• Aim of the exercise
Look through the entries below and show every line containing the word "Avenue".
------ Materials provided
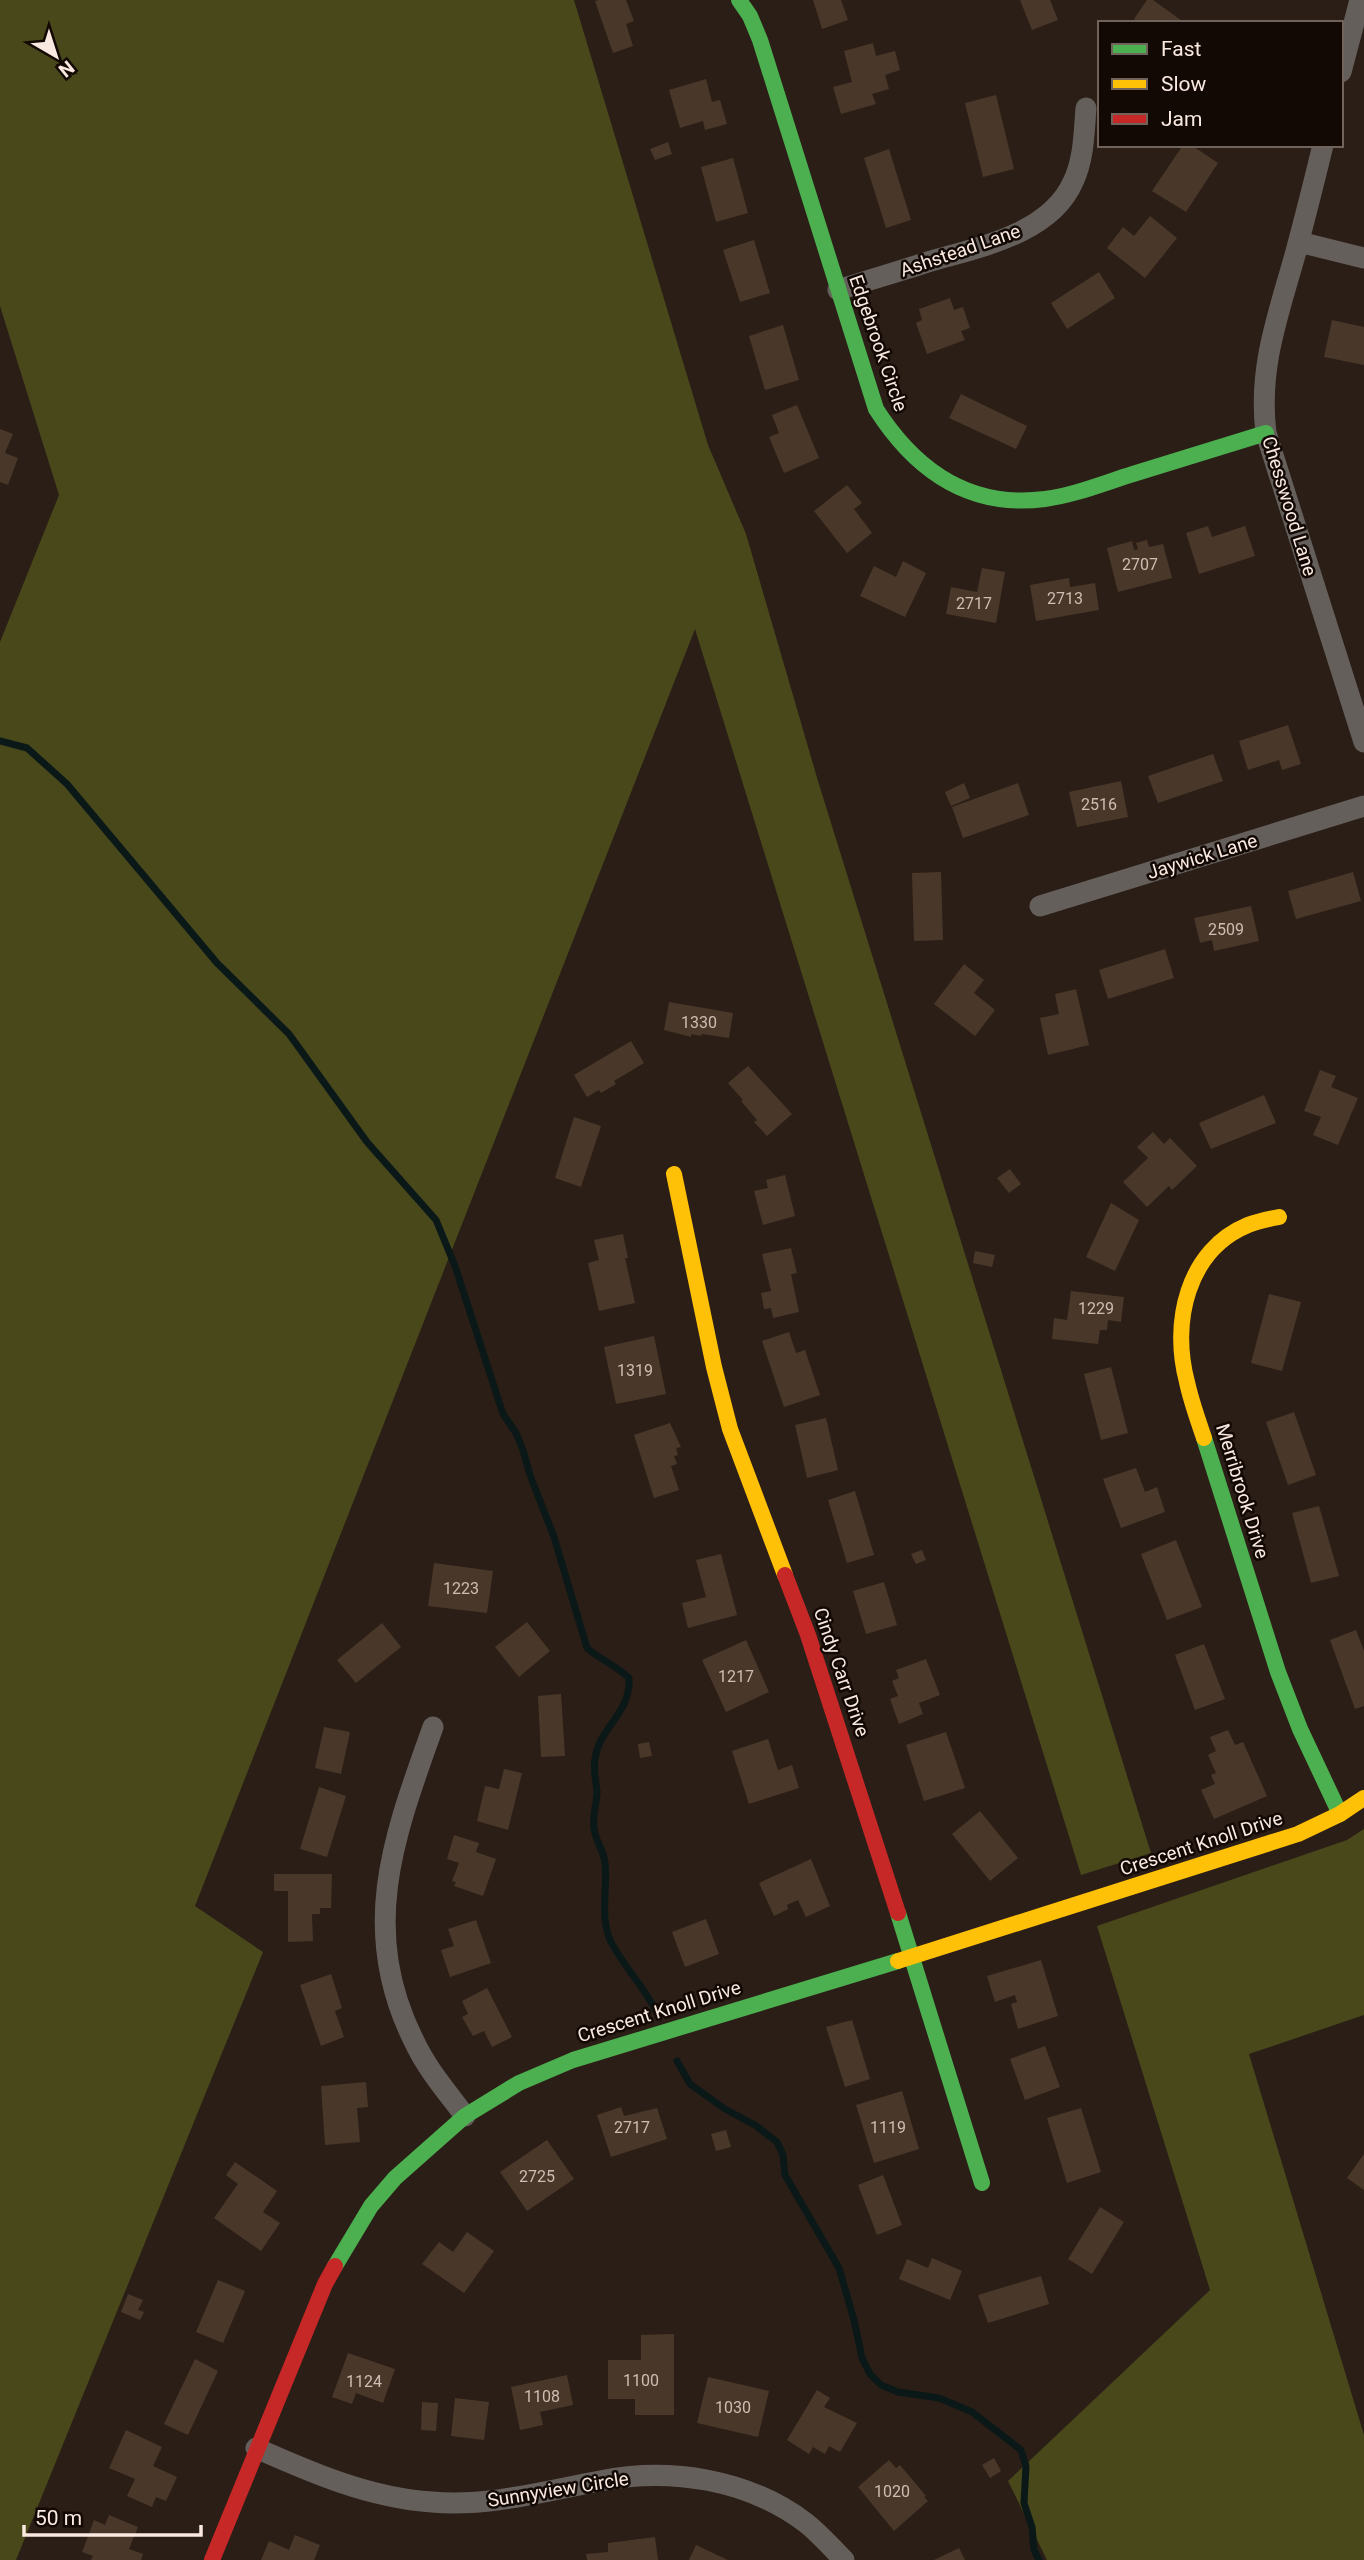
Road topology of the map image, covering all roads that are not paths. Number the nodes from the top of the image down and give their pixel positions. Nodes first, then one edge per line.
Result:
1 (739, 0) edge
2 (1360, 0) edge
3 (1343, 64) edge
4 (1086, 108) dead end
5 (1323, 147) edge
6 (1299, 242) junction
7 (1364, 258) edge
8 (838, 290) junction
9 (1266, 433) junction
10 (1355, 680) edge
11 (1364, 742) edge
12 (1364, 806) edge
13 (1040, 906) dead end
14 (674, 1174) dead end
15 (1279, 1217) dead end
16 (433, 1727) dead end
17 (1364, 1798) edge
18 (1340, 1814) junction
19 (911, 1956) junction
20 (465, 2116) junction
21 (982, 2183) dead end
22 (256, 2448) junction
23 (212, 2560) edge
24 (844, 2560) edge

1 - 8 street, Edgebrook Circle
2 - 3 street
4 - 8 street, Ashstead Lane
5 - 6 street, Chesswood Lane
6 - 7 street
6 - 9 street, Chesswood Lane
8 - 9 street, Edgebrook Circle
9 - 10 street, Chesswood Lane
10 - 11 street, Chesswood Lane
12 - 13 street, Jaywick Lane
14 - 19 street, Cindy Carr Drive
15 - 18 street, Merribrook Drive
16 - 20 street
17 - 18 street, Crescent Knoll Drive
18 - 19 street, Crescent Knoll Drive
19 - 20 street, Crescent Knoll Drive
19 - 21 street, Cindy Carr Drive
20 - 22 street, Crescent Knoll Drive
22 - 23 street, Crescent Knoll Drive
22 - 24 street, Sunnyview Circle

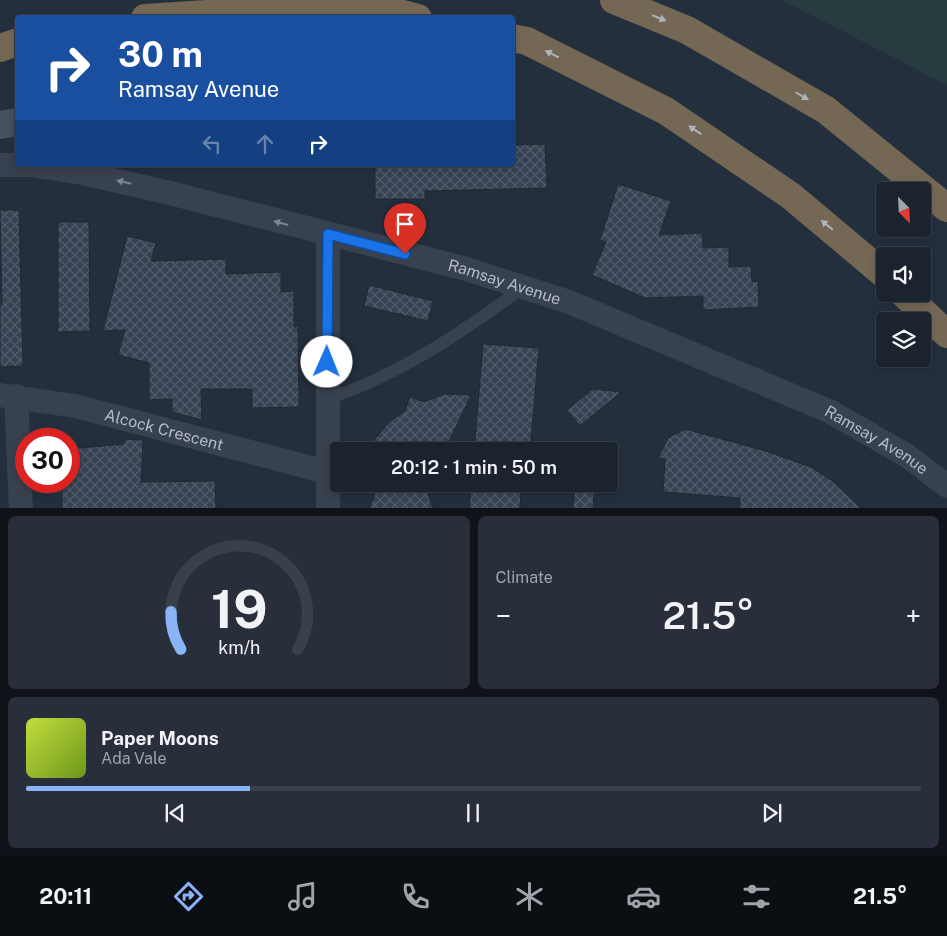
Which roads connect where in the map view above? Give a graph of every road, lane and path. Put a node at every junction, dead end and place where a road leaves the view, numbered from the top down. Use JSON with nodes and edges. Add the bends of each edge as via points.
{"nodes":[{"id":1,"x":245,"y":0,"type":"edge"},
{"id":2,"x":614,"y":0,"type":"edge"},
{"id":3,"x":191,"y":15,"type":"edge"},
{"id":4,"x":230,"y":15,"type":"edge"},
{"id":5,"x":407,"y":15,"type":"edge"},
{"id":6,"x":15,"y":36,"type":"edge"},
{"id":7,"x":0,"y":38,"type":"edge"},
{"id":8,"x":515,"y":39,"type":"edge"},
{"id":9,"x":15,"y":43,"type":"edge"},
{"id":10,"x":0,"y":48,"type":"edge"},
{"id":11,"x":15,"y":122,"type":"edge"},
{"id":12,"x":0,"y":125,"type":"edge"},
{"id":13,"x":0,"y":165,"type":"edge"},
{"id":14,"x":15,"y":165,"type":"edge"},
{"id":15,"x":44,"y":167,"type":"edge"},
{"id":16,"x":947,"y":208,"type":"edge"},
{"id":17,"x":328,"y":234,"type":"junction"},
{"id":18,"x":876,"y":267,"type":"edge"},
{"id":19,"x":524,"y":287,"type":"junction"},
{"id":20,"x":913,"y":302,"type":"edge"},
{"id":21,"x":947,"y":334,"type":"edge"},
{"id":22,"x":8,"y":396,"type":"edge"},
{"id":23,"x":327,"y":399,"type":"junction"},
{"id":24,"x":327,"y":472,"type":"junction"},
{"id":25,"x":947,"y":486,"type":"edge"},
{"id":26,"x":21,"y":508,"type":"edge"},
{"id":27,"x":328,"y":508,"type":"edge"}],
"edges":[{"from":1,"to":4,"type":"main road"},
{"from":2,"to":16,"type":"highway","one_way":true,"via":[[687,30],[826,110]]},
{"from":3,"to":5,"type":"highway","via":[[284,9]]},
{"from":6,"to":7,"type":"highway"},
{"from":18,"to":8,"type":"highway","one_way":true,"via":[[791,196],[666,110],[527,41]]},
{"from":9,"to":10,"type":"highway"},
{"from":11,"to":12,"type":"main road"},
{"from":14,"to":13,"type":"street","name":"Ramsay Avenue","one_way":true},
{"from":17,"to":15,"type":"street","name":"Ramsay Avenue","one_way":true,"via":[[94,175]]},
{"from":17,"to":19,"type":"street","name":"Ramsay Avenue"},
{"from":17,"to":23,"type":"street"},
{"from":19,"to":23,"type":"lane","via":[[412,363],[362,387]]},
{"from":19,"to":25,"type":"street","name":"Ramsay Avenue","via":[[568,302],[829,411],[906,455]]},
{"from":20,"to":21,"type":"highway"},
{"from":22,"to":24,"type":"street","name":"Alcock Crescent","via":[[74,406]]},
{"from":22,"to":26,"type":"street"},
{"from":23,"to":24,"type":"street"},
{"from":24,"to":27,"type":"street"}]}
------------
• Task result
{"from":14,"to":13,"type":"street","name":"Ramsay Avenue","one_way":true},
{"from":17,"to":15,"type":"street","name":"Ramsay Avenue","one_way":true,"via":[[94,175]]},
{"from":17,"to":19,"type":"street","name":"Ramsay Avenue"},
{"from":19,"to":25,"type":"street","name":"Ramsay Avenue","via":[[568,302],[829,411],[906,455]]},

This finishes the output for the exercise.